[Input for this task]
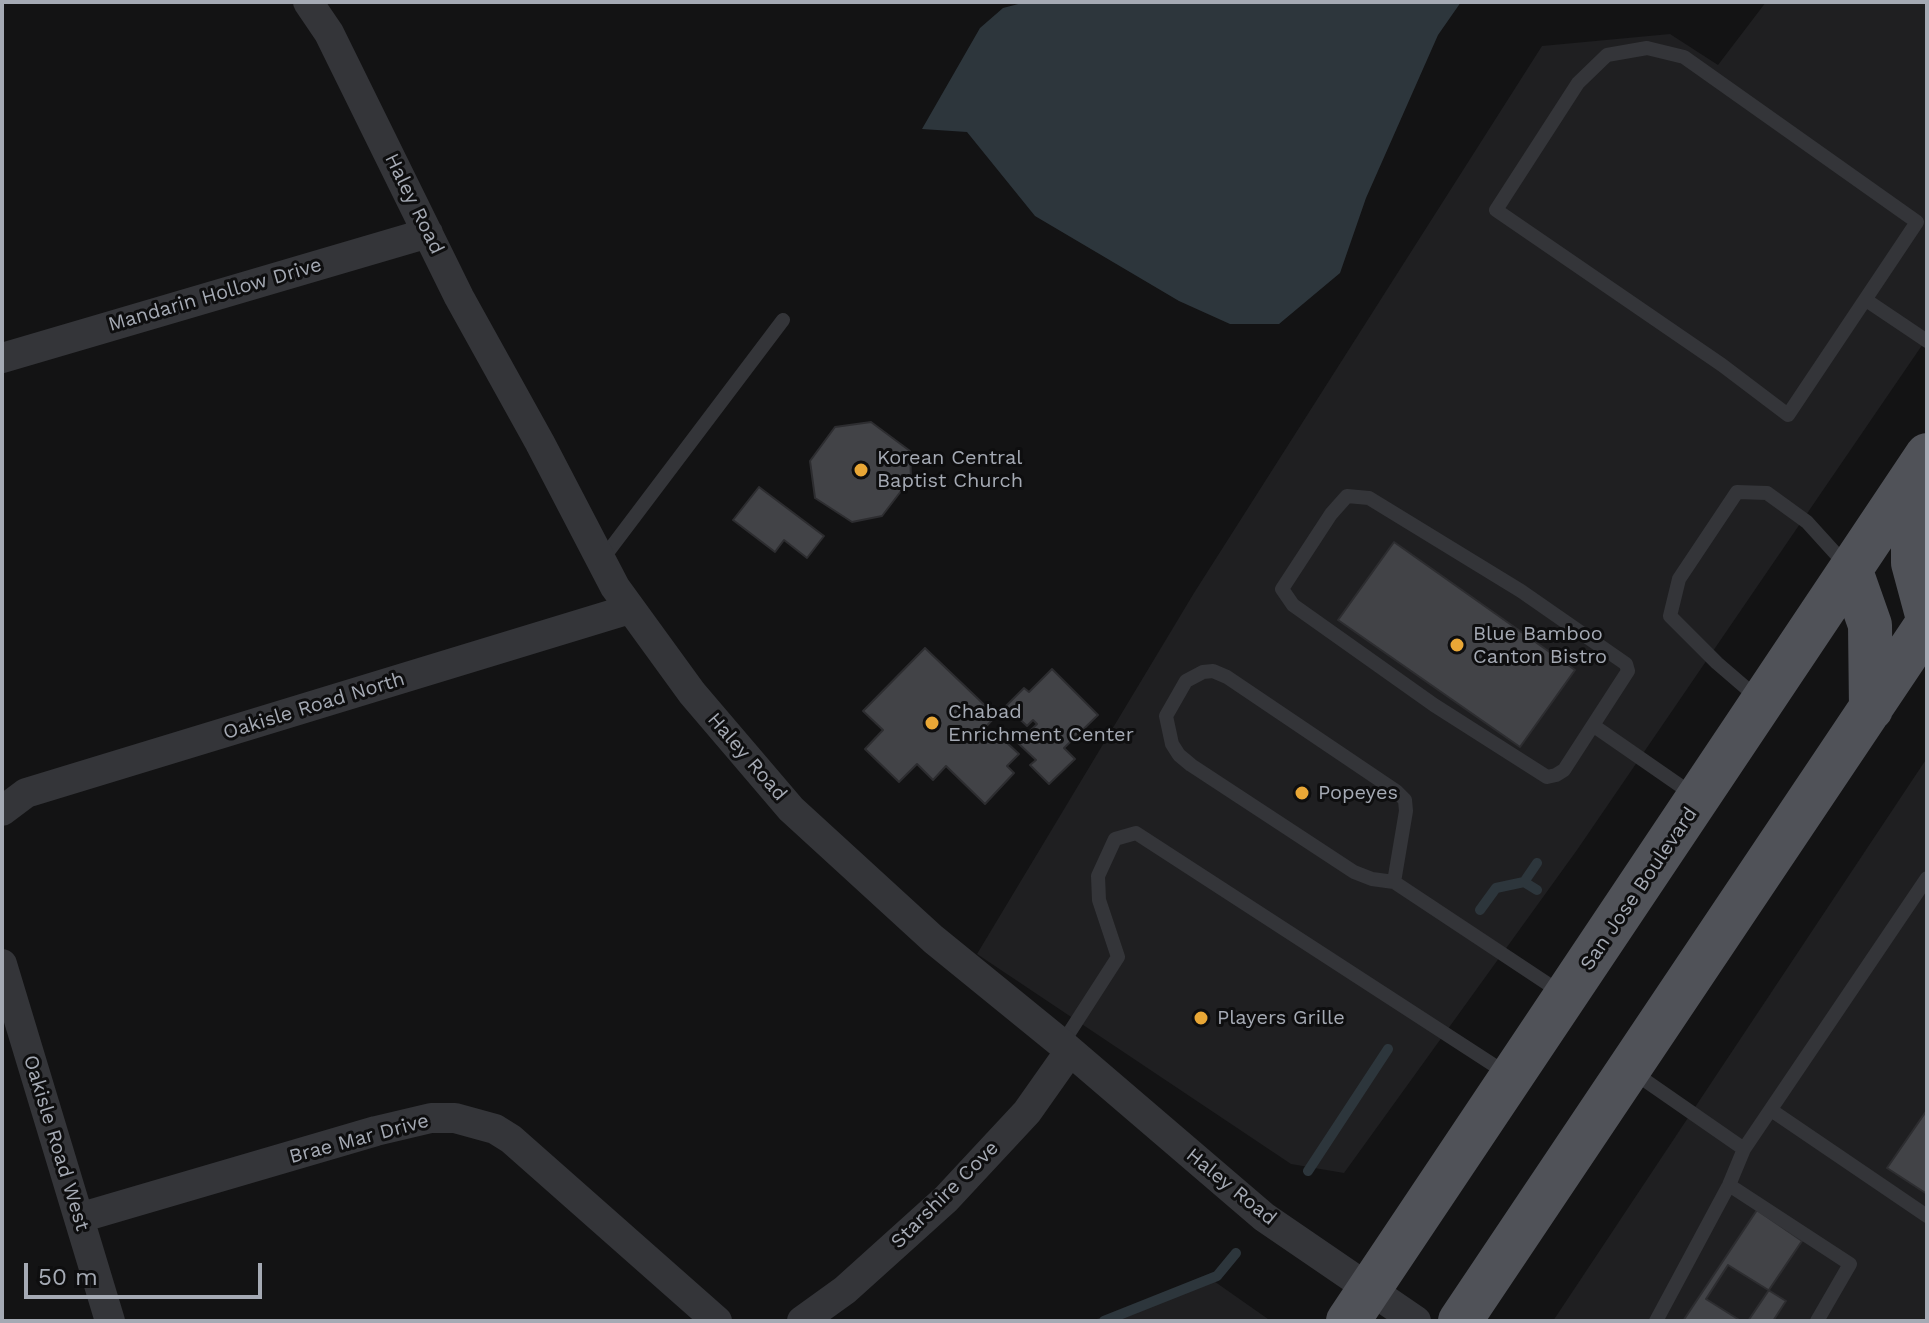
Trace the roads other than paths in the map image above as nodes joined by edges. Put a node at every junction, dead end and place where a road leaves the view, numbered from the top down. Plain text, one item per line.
1 (308, 2) edge
2 (428, 233) junction
3 (1866, 300) junction
4 (783, 320) dead end
5 (1927, 341) edge
6 (2, 358) edge
7 (1920, 465) edge
8 (601, 561) junction
9 (1851, 571) junction
10 (630, 609) junction
11 (1927, 615) edge
12 (1927, 624) edge
13 (1763, 703) junction
14 (1871, 709) junction
15 (1594, 726) junction
16 (1699, 799) junction
17 (2, 811) edge
18 (1927, 878) edge
19 (1394, 882) junction
20 (2, 964) edge
21 (1566, 996) junction
22 (1066, 1048) junction
23 (1629, 1070) junction
24 (1512, 1077) junction
25 (1771, 1110) junction
26 (1744, 1149) junction
27 (1729, 1185) junction
28 (1927, 1216) edge
29 (79, 1218) junction
30 (1359, 1305) edge
31 (110, 1321) edge
32 (717, 1321) edge
33 (802, 1321) edge
34 (1416, 1321) edge
35 (1460, 1321) edge
36 (1656, 1321) edge
37 (1817, 1321) edge

1 - 2 street, Haley Road
2 - 6 street, Mandarin Hollow Drive
2 - 8 street, Haley Road
3 - 3 lane
3 - 5 lane
4 - 8 lane
7 - 9 main road, San Jose Boulevard
7 - 11 main road
8 - 10 street, Haley Road
9 - 13 main road, San Jose Boulevard
9 - 13 lane
9 - 14 main road
10 - 17 street, Oakisle Road North
10 - 22 street, Haley Road
12 - 14 main road
13 - 16 main road, San Jose Boulevard
14 - 23 main road
15 - 15 lane
15 - 16 lane
16 - 21 main road, San Jose Boulevard
18 - 25 lane
19 - 19 lane
19 - 21 lane
20 - 29 street, Oakisle Road West
21 - 24 main road, San Jose Boulevard
22 - 24 lane
22 - 30 street, Haley Road
22 - 33 street, Starshire Cove
23 - 26 lane
23 - 35 main road
24 - 30 main road, San Jose Boulevard
25 - 26 lane
25 - 28 lane
26 - 27 lane
27 - 36 lane
27 - 37 lane
29 - 31 street, Oakisle Road West
29 - 32 street, Brae Mar Drive
30 - 34 street, Haley Road

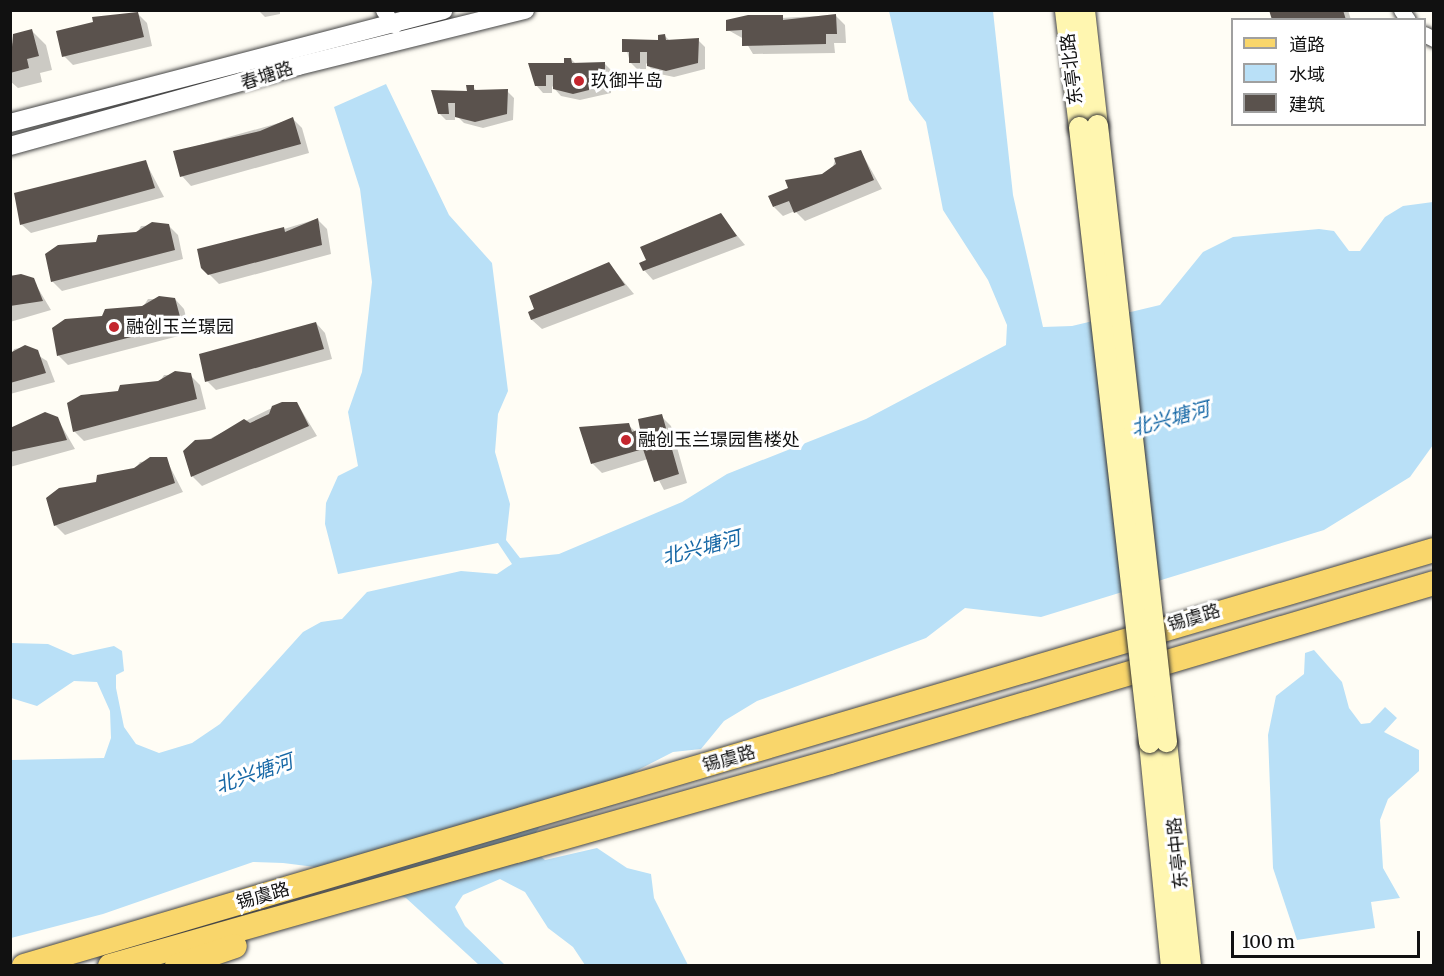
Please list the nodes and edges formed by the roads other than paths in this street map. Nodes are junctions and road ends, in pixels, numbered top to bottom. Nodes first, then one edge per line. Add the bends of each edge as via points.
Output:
1 (444, 10) edge
2 (525, 10) edge
3 (1065, 10) edge
4 (1085, 14) edge
5 (389, 18) edge
6 (359, 44) junction
7 (296, 59) junction
8 (10, 123) edge
9 (1088, 126) junction
10 (10, 146) edge
11 (1434, 550) edge
12 (1434, 583) edge
13 (1157, 742) junction
14 (431, 875) junction
15 (24, 966) edge
16 (110, 966) edge
17 (177, 966) edge
18 (1171, 966) edge
19 (1190, 966) edge

1 - 5 street, 春塘路
2 - 6 street, 春塘路
3 - 9 main road, 东亭北路
4 - 9 main road, 东亭北路
5 - 6 street, 春塘路
6 - 7 street, 春塘路
7 - 8 street, 春塘路
7 - 10 street, 春塘路
9 - 13 main road, bridge
11 - 15 main road, 锡虞路
12 - 14 main road, 锡虞路 via 830,762
13 - 18 main road, 东亭中路
13 - 19 main road, 东亭中路
14 - 16 main road, 锡虞路
14 - 17 main road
[/Input for this task]
> **Action item**:
Your task is to transcribe the line containing "Please list the" and every line after it, through the last line of the data, exactly as written and with nothing more.

> **Response below**:
Please list the nodes and edges formed by the roads other than paths in this street map. Nodes are junctions and road ends, in pixels, numbered top to bottom. Nodes first, then one edge per line. Add the bends of each edge as via points.
Output:
1 (444, 10) edge
2 (525, 10) edge
3 (1065, 10) edge
4 (1085, 14) edge
5 (389, 18) edge
6 (359, 44) junction
7 (296, 59) junction
8 (10, 123) edge
9 (1088, 126) junction
10 (10, 146) edge
11 (1434, 550) edge
12 (1434, 583) edge
13 (1157, 742) junction
14 (431, 875) junction
15 (24, 966) edge
16 (110, 966) edge
17 (177, 966) edge
18 (1171, 966) edge
19 (1190, 966) edge

1 - 5 street, 春塘路
2 - 6 street, 春塘路
3 - 9 main road, 东亭北路
4 - 9 main road, 东亭北路
5 - 6 street, 春塘路
6 - 7 street, 春塘路
7 - 8 street, 春塘路
7 - 10 street, 春塘路
9 - 13 main road, bridge
11 - 15 main road, 锡虞路
12 - 14 main road, 锡虞路 via 830,762
13 - 18 main road, 东亭中路
13 - 19 main road, 东亭中路
14 - 16 main road, 锡虞路
14 - 17 main road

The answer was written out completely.